Opinion
2013-10-31
Gannon, Rosenfarb, Balletti & Drossman, New York (Lisa L. Gokhulsingh of counsel), for appellant-respondent. Law Offices of Michael E. Pressman, New York (Stuart B. Cholewa of counsel), for respondent-appellant.
Gannon, Rosenfarb, Balletti & Drossman, New York (Lisa L. Gokhulsingh of counsel), for appellant-respondent. Law Offices of Michael E. Pressman, New York (Stuart B. Cholewa of counsel), for respondent-appellant.
Dansker & Aspromonte Associates, New York (Douglas E. Hoffer of counsel), for respondent.
MAZZARELLI, J.P., RENWICK, DeGRASSE, FEINMAN, GISCHE, JJ.
Order, Supreme Court, New York County (Paul Wooten, J.), entered February 14, 2013, which denied defendants' motions for summary judgment dismissing the complaint and all cross claims, unanimously affirmed, without costs.
Plaintiff alleges that she slipped and fell on a large patch of grease on the public sidewalk abutting the premises owned by Young T. Lee & Son Realty Corp. (Lee Realty) and subleased by Great N.Y. Noodletown, Inc. (Noodletown), which operated a restaurant in the space.
Lee Realty, which has a nondelegable duty to maintain the sidewalk abutting its premises pursuant to Administrative Code of City of N.Y. § 7–210, failed to meet its prima facie burden to eliminate the issue of constructive notice since it submitted no evidence establishing when the sidewalk was last cleaned or inspected prior to plaintiff's fall ( see Sabalza v. Salgado, 85 A.D.3d 436, 437–438, 924 N.Y.S.2d 373 [1st Dept.2011] ).
Noodletown also failed to establish its entitlement to judgment as a matter of law. The record presents triable issues as to whether Noodletown created the greasy condition on the sidewalk by disposing of waste from its restaurant on the sidewalk. There is evidence that Noodletown placed garbage bags on the sidewalk near the area where plaintiff fell ( see Kesselman v. Lever House Rest., 29 A.D.3d 302, 304–305, 816 N.Y.S.2d 13 [1st Dept.2006]; Healy v. ARP Cable, 299 A.D.2d 152, 154, 753 N.Y.S.2d 38 [1st Dept.2002] ).
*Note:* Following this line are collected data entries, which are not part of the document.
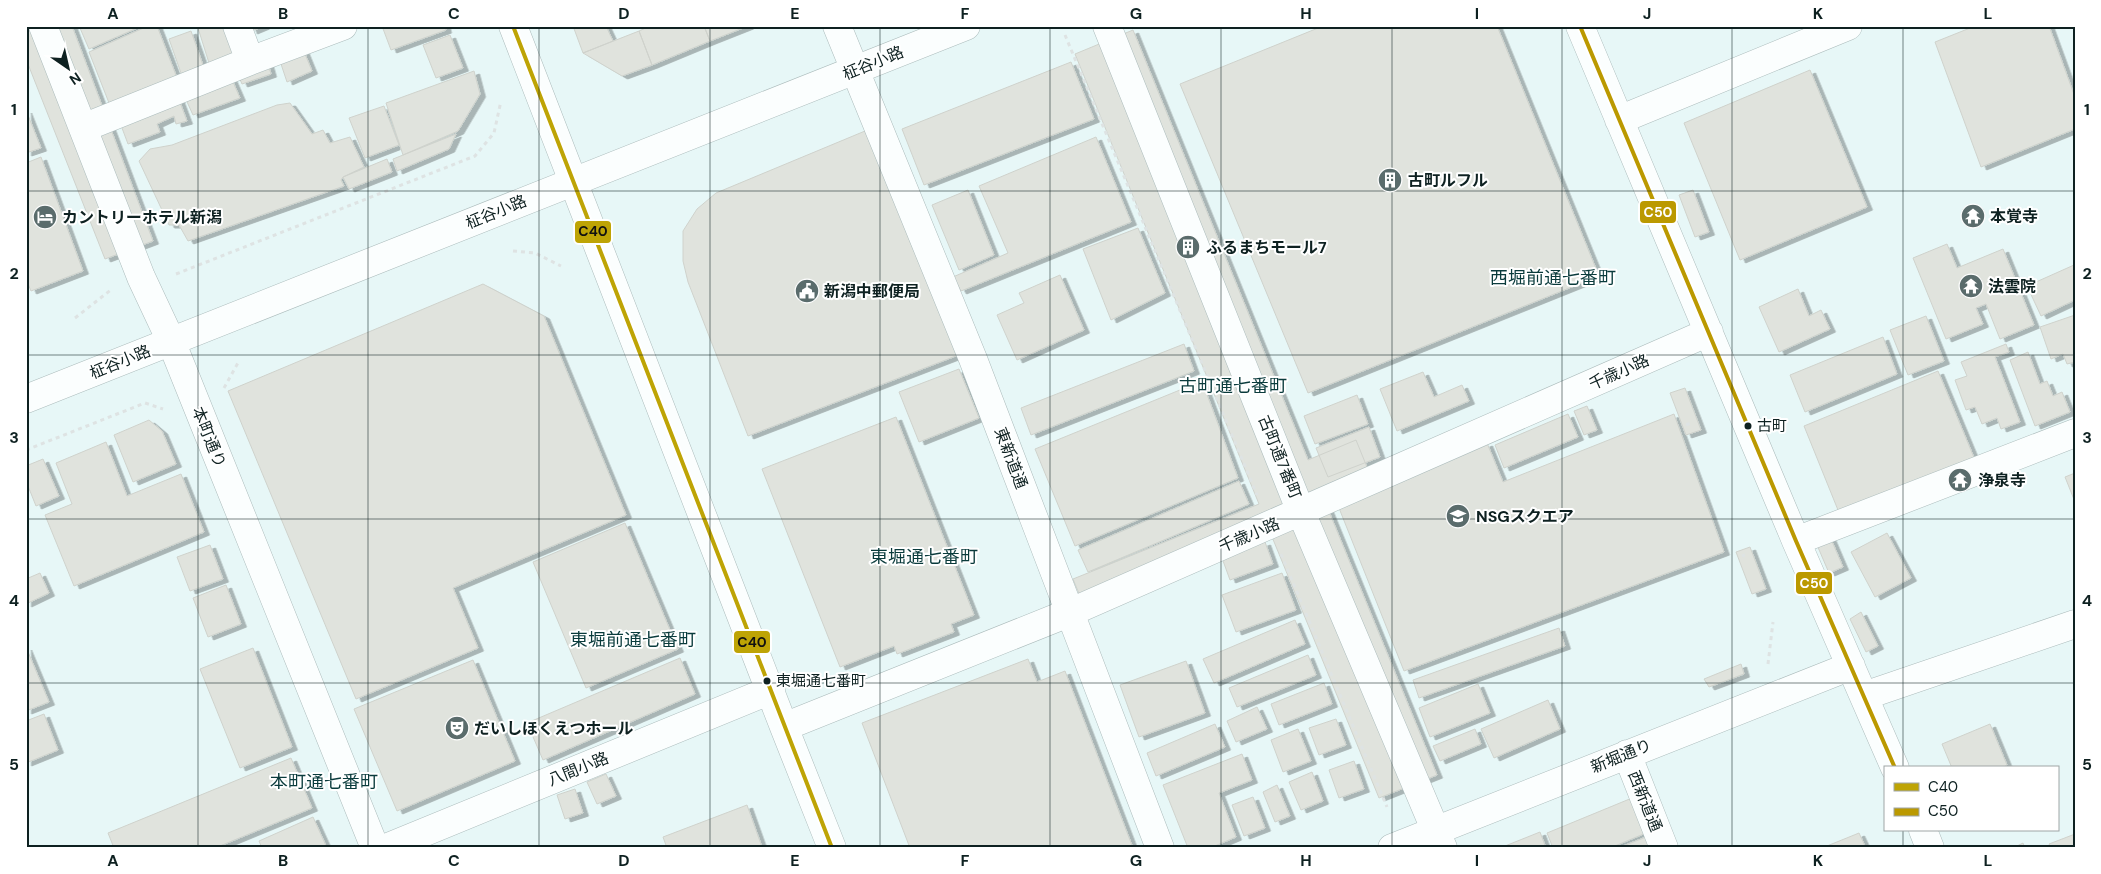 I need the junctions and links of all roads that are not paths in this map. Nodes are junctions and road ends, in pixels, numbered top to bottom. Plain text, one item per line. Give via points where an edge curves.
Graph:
1 (43, 26) edge
2 (237, 26) edge
3 (343, 26) edge
4 (513, 26) edge
5 (837, 26) edge
6 (966, 26) edge
7 (1107, 26) edge
8 (1580, 26) edge
9 (1848, 26) edge
10 (250, 61) junction
11 (855, 70) junction
12 (1619, 120) junction
13 (82, 128) junction
14 (572, 182) junction
15 (1709, 332) junction
16 (171, 341) junction
17 (26, 399) edge
18 (2075, 433) edge
19 (1302, 512) junction
20 (1796, 542) junction
21 (1071, 612) junction
22 (2075, 624) edge
23 (1851, 666) junction
24 (771, 690) junction
25 (1864, 696) junction
26 (784, 728) junction
27 (1627, 754) junction
28 (1894, 766) edge
29 (1924, 832) edge
30 (1440, 839) edge
31 (375, 848) edge
32 (386, 848) edge
33 (832, 848) edge
34 (1160, 848) edge
35 (1392, 848) edge
36 (1664, 848) edge
37 (1930, 848) edge

1 - 13 main road, 本町通り
2 - 10 main road
3 - 10 main road
4 - 14 main road
5 - 11 main road, 東新道通
6 - 11 main road, 柾谷小路
7 - 19 main road, 古町通7番町
8 - 12 main road
9 - 12 main road
10 - 13 main road
11 - 14 main road, 柾谷小路
11 - 21 main road, 東新道通 via 973,359
12 - 15 main road
13 - 16 main road, 本町通り via 141,277
14 - 16 main road, 柾谷小路
14 - 24 main road
15 - 19 main road, 千歳小路
15 - 20 main road
16 - 17 main road, 柾谷小路
16 - 31 main road, 本町通り
18 - 20 main road
19 - 21 main road, 千歳小路
19 - 30 main road, 古町通7番町
20 - 23 main road
21 - 26 main road, 千歳小路
21 - 34 main road, 東新道通
22 - 25 main road
23 - 25 main road
23 - 27 main road, 新堀通り
24 - 26 main road
24 - 32 main road, 八間小路
25 - 28 main road
26 - 33 main road
27 - 30 main road, 新堀通り
27 - 36 main road, 西新道通
29 - 37 main road
30 - 35 main road, 新堀通り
Defendants' argument that plaintiff did not sufficiently identify the cause of her fall is unavailing. While she admitted to some uncertainty because she did not see when her foot slipped on the grease patch, plaintiff stated that following her fall, she found herself lying on top of the grease patch, her clothing and shoes had grease on them, and her shoe had left a groove in the patch. Moreover, photographs taken at the scene appear to match plaintiff's description of the sidewalk condition. Such evidence establishes a sufficient nexus between the hazardous condition and the circumstances of the fall, so as to establish causation ( see Cherry v. Daytop Vil., Inc., 41 A.D.3d 130, 837 N.Y.S.2d 109 [1st Dept.2007] ).
We have considered defendants' remaining arguments and find them unavailing.